You are viewing a plain text version of this content. The canonical link for it is here.
Posted to dev@nutch.apache.org by "Dalton, Jeffery" <jd...@globalspec.com> on 2005/10/13 15:01:54 UTC

NutchAnalysis -- Distinguishing between quoted clauses (phrases) and unquoted clauses (individual terms) after parsing

Looking back on this post, perhaps it might be better suited to the
developer list...
 
Thoughts anyone?
 
- Jeff

________________________________

From: Dalton, Jeffery 
Sent: Wednesday, October 12, 2005 4:01 PM
To: nutch-user@lucene.apache.org
Subject: NutchAnalysis -- Distinguishing between quoted clauses
(phrases) and unquoted clauses (individual terms) after parsing


Greetings,
 
I am using Nutch 0.7.1 and am using the NutchAnalysis parser -->
org.apache.nutch.analysis.NutchAnalysis.  I am trying to understand the
parser in NutchAnalysis and I am slightly confused.I will illustrate the
problem with an example:
 
I want to parse the query string --> "motor" motor 
 
What I expect is that the org.apache.nutch.searcher.Query returned from
calling NutchAnalysis.parseQuery(queryString) on the above string should
contain two Clauses -- on Phrase and one Term.  I expect the first one
to be a phrase because it is quoted and the second one to be a term
because it is not quoted.

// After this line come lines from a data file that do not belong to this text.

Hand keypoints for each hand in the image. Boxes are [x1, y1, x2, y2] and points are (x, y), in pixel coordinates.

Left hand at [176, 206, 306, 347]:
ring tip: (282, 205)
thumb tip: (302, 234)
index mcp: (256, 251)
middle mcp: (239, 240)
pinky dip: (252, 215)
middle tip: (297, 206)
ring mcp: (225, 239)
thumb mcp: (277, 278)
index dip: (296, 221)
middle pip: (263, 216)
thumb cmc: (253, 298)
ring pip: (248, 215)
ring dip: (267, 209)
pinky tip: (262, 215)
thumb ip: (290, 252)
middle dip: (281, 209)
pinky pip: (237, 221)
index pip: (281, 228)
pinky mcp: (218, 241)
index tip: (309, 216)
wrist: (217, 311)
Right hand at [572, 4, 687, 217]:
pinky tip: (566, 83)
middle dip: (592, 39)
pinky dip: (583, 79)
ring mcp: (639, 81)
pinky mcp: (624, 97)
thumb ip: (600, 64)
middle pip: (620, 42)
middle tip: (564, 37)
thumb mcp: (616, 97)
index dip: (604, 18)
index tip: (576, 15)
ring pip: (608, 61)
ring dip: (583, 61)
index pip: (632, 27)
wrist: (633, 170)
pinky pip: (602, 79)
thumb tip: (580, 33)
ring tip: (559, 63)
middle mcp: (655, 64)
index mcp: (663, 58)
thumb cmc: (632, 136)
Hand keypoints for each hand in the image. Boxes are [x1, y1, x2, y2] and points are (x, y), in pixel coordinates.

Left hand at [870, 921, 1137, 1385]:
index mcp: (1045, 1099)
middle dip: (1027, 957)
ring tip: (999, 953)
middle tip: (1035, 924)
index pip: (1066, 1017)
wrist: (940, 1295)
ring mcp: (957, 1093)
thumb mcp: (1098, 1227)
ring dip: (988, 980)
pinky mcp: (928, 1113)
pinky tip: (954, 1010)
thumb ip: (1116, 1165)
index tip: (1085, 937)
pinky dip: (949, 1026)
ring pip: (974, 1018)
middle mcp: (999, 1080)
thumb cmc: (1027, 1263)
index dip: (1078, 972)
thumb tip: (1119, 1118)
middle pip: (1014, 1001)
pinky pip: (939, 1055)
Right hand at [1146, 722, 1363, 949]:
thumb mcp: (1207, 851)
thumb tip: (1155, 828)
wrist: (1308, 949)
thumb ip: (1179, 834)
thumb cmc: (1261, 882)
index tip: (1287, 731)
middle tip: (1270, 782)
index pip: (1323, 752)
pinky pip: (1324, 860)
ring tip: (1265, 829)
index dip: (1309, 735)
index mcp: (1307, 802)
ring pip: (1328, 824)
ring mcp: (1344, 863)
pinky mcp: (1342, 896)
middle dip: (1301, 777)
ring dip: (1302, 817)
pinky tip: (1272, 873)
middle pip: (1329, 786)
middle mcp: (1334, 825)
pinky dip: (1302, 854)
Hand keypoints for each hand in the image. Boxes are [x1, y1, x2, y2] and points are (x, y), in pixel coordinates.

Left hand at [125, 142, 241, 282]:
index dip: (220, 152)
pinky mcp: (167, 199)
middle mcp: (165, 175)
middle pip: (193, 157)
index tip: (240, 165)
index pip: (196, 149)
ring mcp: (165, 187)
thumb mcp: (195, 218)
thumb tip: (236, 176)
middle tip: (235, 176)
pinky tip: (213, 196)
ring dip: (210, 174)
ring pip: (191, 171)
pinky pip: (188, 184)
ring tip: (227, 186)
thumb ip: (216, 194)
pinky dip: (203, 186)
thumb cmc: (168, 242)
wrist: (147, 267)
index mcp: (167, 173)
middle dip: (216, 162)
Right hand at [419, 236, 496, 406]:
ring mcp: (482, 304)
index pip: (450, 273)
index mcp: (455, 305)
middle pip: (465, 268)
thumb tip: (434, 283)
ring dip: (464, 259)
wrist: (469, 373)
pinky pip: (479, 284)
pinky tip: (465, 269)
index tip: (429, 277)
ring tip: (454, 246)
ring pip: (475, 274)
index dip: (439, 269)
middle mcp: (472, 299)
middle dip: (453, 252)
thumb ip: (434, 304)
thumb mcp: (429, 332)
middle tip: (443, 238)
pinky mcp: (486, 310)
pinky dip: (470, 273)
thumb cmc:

However, this does not happen.   Both clauses
are Phrases.      
 
Digging deeper I see that every clause regardless of whether is
processed by "phrase(..)" or "compound(..)" is added as
query.addProhibitedPhrase(array,field) or
query.addRequiredPhrase(array,field).  The unquoted motor term is
processed as an "implicit phrase" and added as a Phrase.
 
I am trying to do some post-parsing query work -- query expansion --
where I need to know whether a Clause is an explicit phrase (quoted) or
an implicit phrase (not).  In my case, I don't want to expand terms
present in explicit phrases, but I do want to expand terms that are not
quoted.   To do this I think I need to know whether the clause was an
explicit or an implicit phrase.  How can I determine  this  after
parsing?  Right now this is impossible  because isPhrase() -- which
examines  the  termOrPhrase membe r type predictably always returns
true.   
 
Am I understanding the distinction between implicit and explicit phrases
correctly?  Why does the parser not use addRequiredTerm(array[0],field)
for the non-quoted motor term?  This seems like it would fix the
problem.  Why are unquoted terms considered implicit phrases even though
they may be the only term in the query and not a phrase at all?      Is
what I am doing reasonable?  Is there a better way?
 
Any guidance would be greatly appreciated.
 
Thanks,
 
- Jeff
 
 

Re: NutchAnalysis -- Distinguishing between quoted clauses (phrases) and unquoted clauses (individual terms) after parsing

Posted by Doug Cutting <cu...@nutch.org>.
Dalton, Jeffery wrote:
> I am trying to do some post-parsing query work -- query expansion --
> where I need to know whether a Clause is an explicit phrase (quoted) or
> an implicit phrase (not).  In my case, I don't want to expand terms
> present in explicit phrases, but I do want to expand terms that are not
> quoted.   To do this I think I need to know whether the clause was an
> explicit or an implicit phrase.  How can I determine  this  after
> parsing?

Perhaps we should add a Query.Phrase.isImplicit() method that 
NutchAnalysis.jj sets when the compound() rule matches?  If that 
suffices, please submit a patch.

Doug